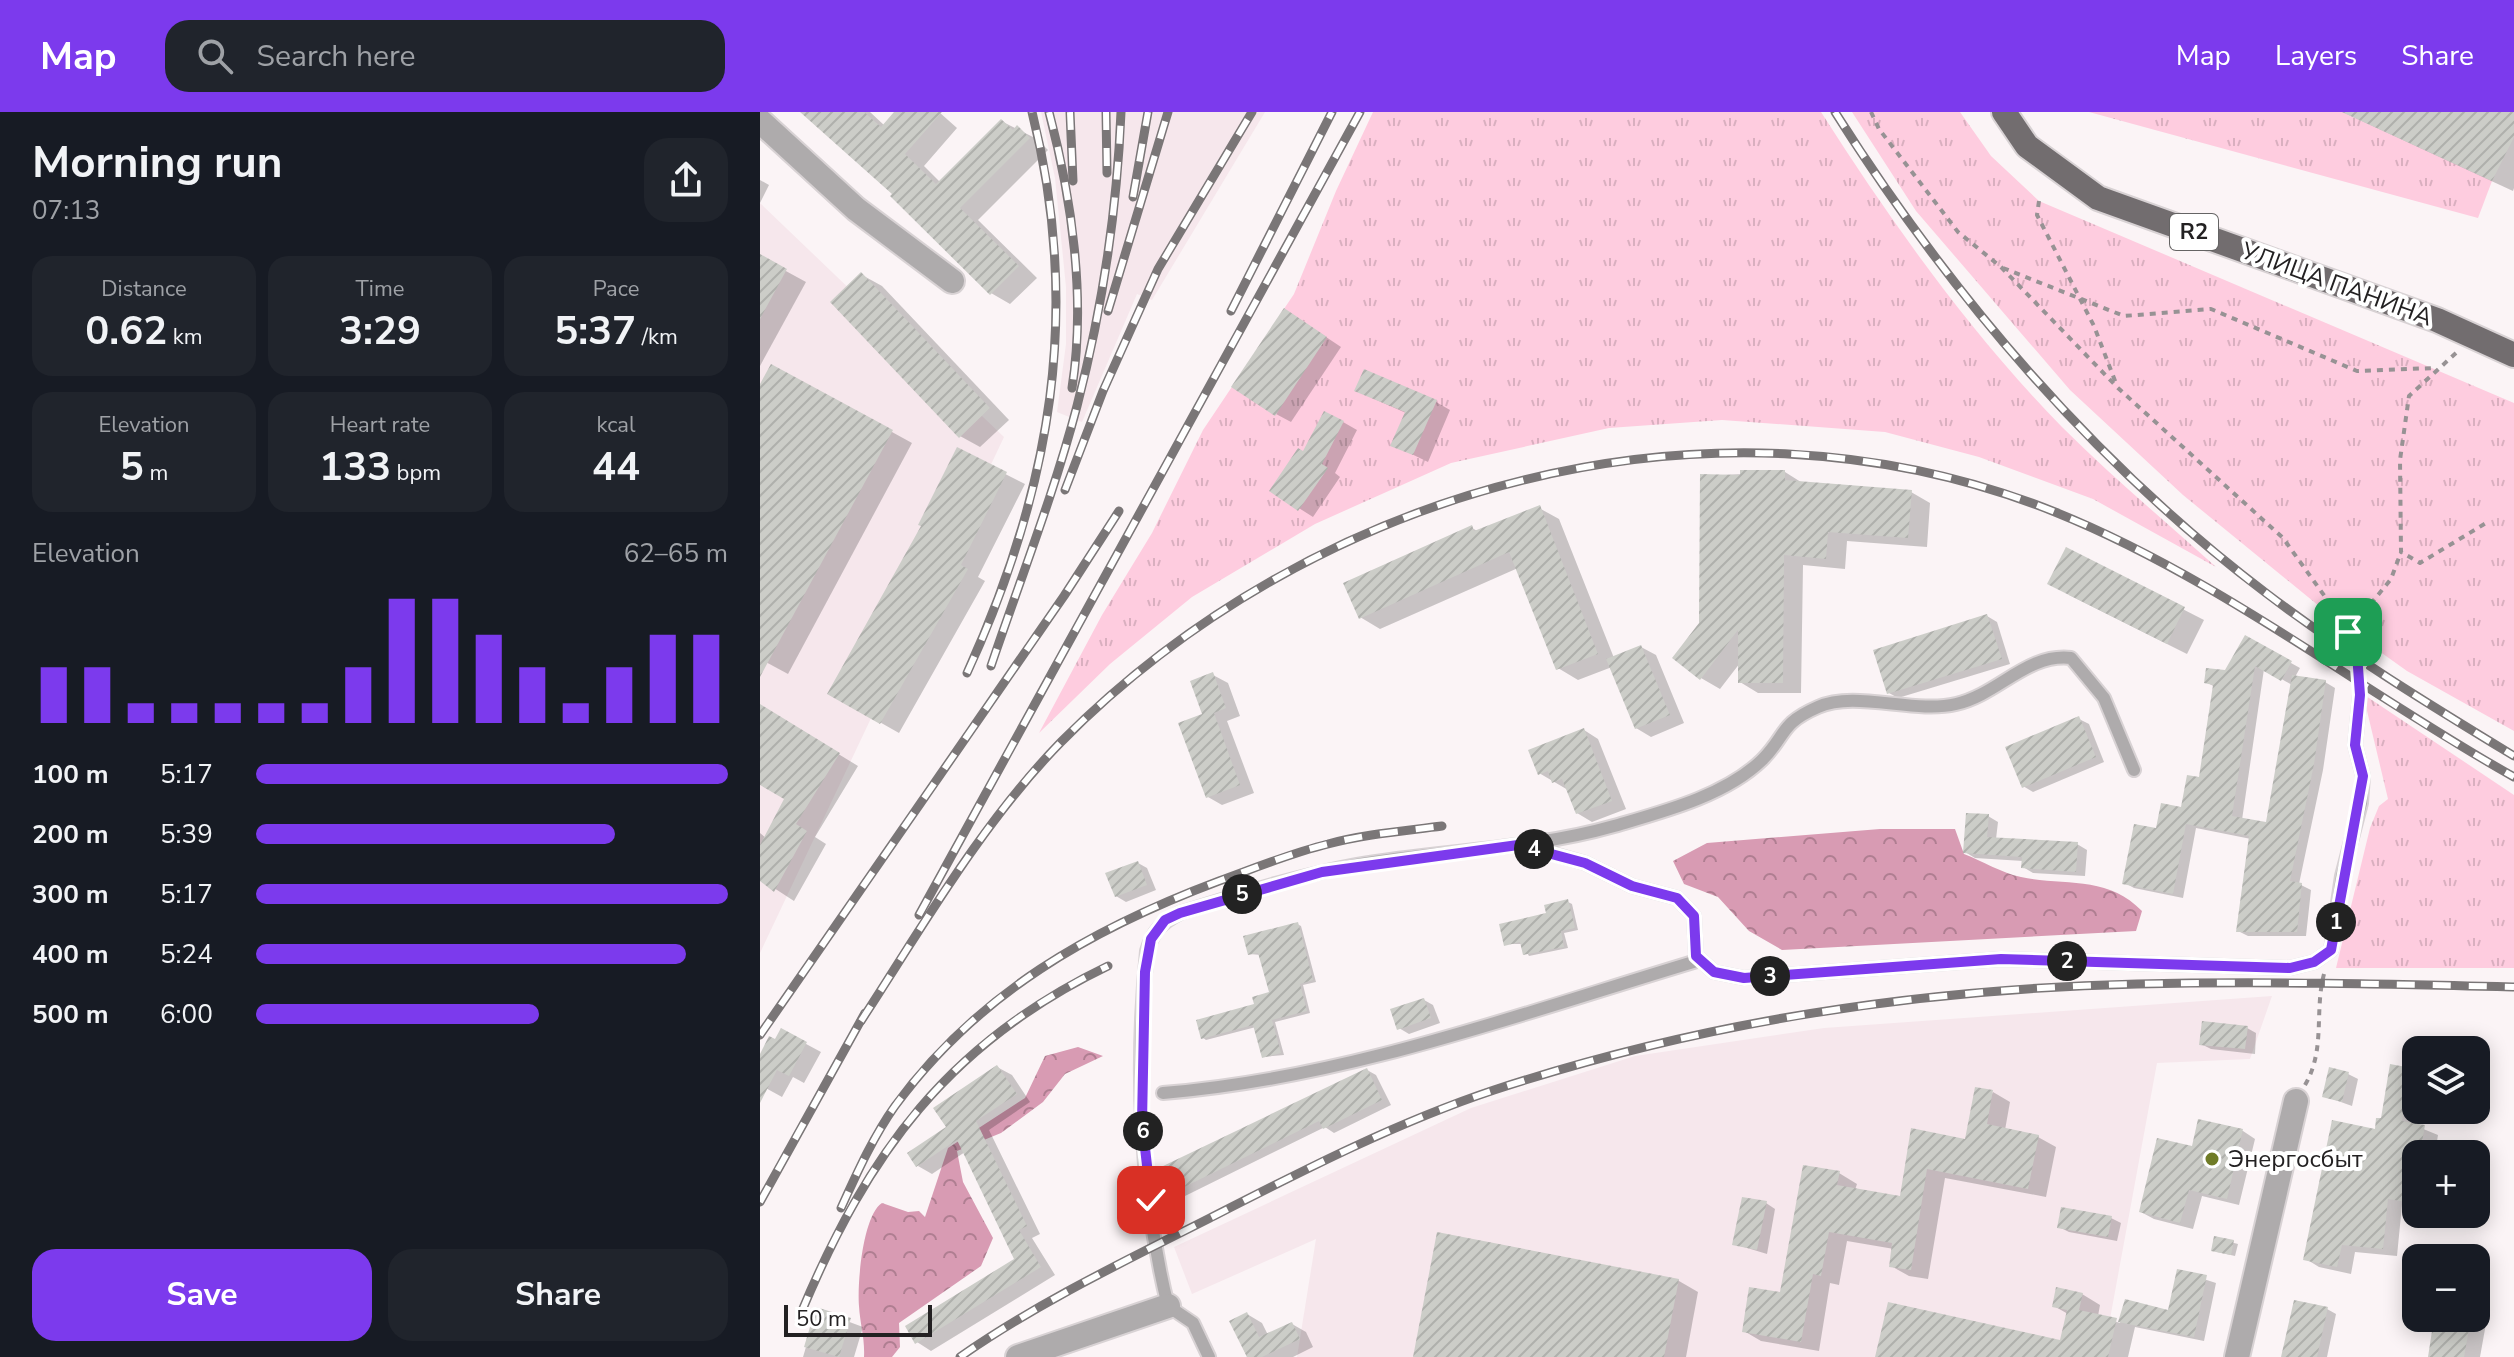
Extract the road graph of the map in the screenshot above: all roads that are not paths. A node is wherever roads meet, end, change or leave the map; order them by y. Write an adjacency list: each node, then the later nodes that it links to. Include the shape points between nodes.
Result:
1 (2004, 112): 4 (main road, УЛИЦА ПАНИНА / R2, via 2027,146 2098,198)
2 (760, 121): 3 (street, via 856,209)
3 (952, 281)
4 (2514, 355)
5 (2360, 695): 8 (lane, via 2355,745 2363,776 2361,803 2342,876 2331,950 2314,962 2290,968 2001,959 1744,978 1714,972)
6 (2134, 770): 7 (lane, via 2104,698 2071,658 2051,656 1993,691 1956,704 1821,705 1788,723 1764,759 1709,792 1615,826)
7 (1518, 845): 8 (lane, via 1585,863 1632,886 1677,898 1694,916); 11 (lane, via 1322,872 1180,913 1157,928 1145,972 1142,1122)
8 (1700, 960): 9 (lane, via 1347,1065)
9 (1163, 1093)
10 (2296, 1101): 14 (street)
11 (1168, 1306): 12 (street); 13 (lane, via 1193,1323)
12 (1018, 1357)
13 (1209, 1357)
14 (2237, 1357)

☆ ☆ ☆

■ **THE PROBLEM**
Word for word, restate the material above; do not carry over the pictures.

■ **OUTPUT OF THE EXERCISE**
Extract the road graph of the map in the screenshot above: all roads that are not paths. A node is wherever roads meet, end, change or leave the map; order them by y. Write an adjacency list: each node, then the later nodes that it links to. Include the shape points between nodes.
Result:
1 (2004, 112): 4 (main road, УЛИЦА ПАНИНА / R2, via 2027,146 2098,198)
2 (760, 121): 3 (street, via 856,209)
3 (952, 281)
4 (2514, 355)
5 (2360, 695): 8 (lane, via 2355,745 2363,776 2361,803 2342,876 2331,950 2314,962 2290,968 2001,959 1744,978 1714,972)
6 (2134, 770): 7 (lane, via 2104,698 2071,658 2051,656 1993,691 1956,704 1821,705 1788,723 1764,759 1709,792 1615,826)
7 (1518, 845): 8 (lane, via 1585,863 1632,886 1677,898 1694,916); 11 (lane, via 1322,872 1180,913 1157,928 1145,972 1142,1122)
8 (1700, 960): 9 (lane, via 1347,1065)
9 (1163, 1093)
10 (2296, 1101): 14 (street)
11 (1168, 1306): 12 (street); 13 (lane, via 1193,1323)
12 (1018, 1357)
13 (1209, 1357)
14 (2237, 1357)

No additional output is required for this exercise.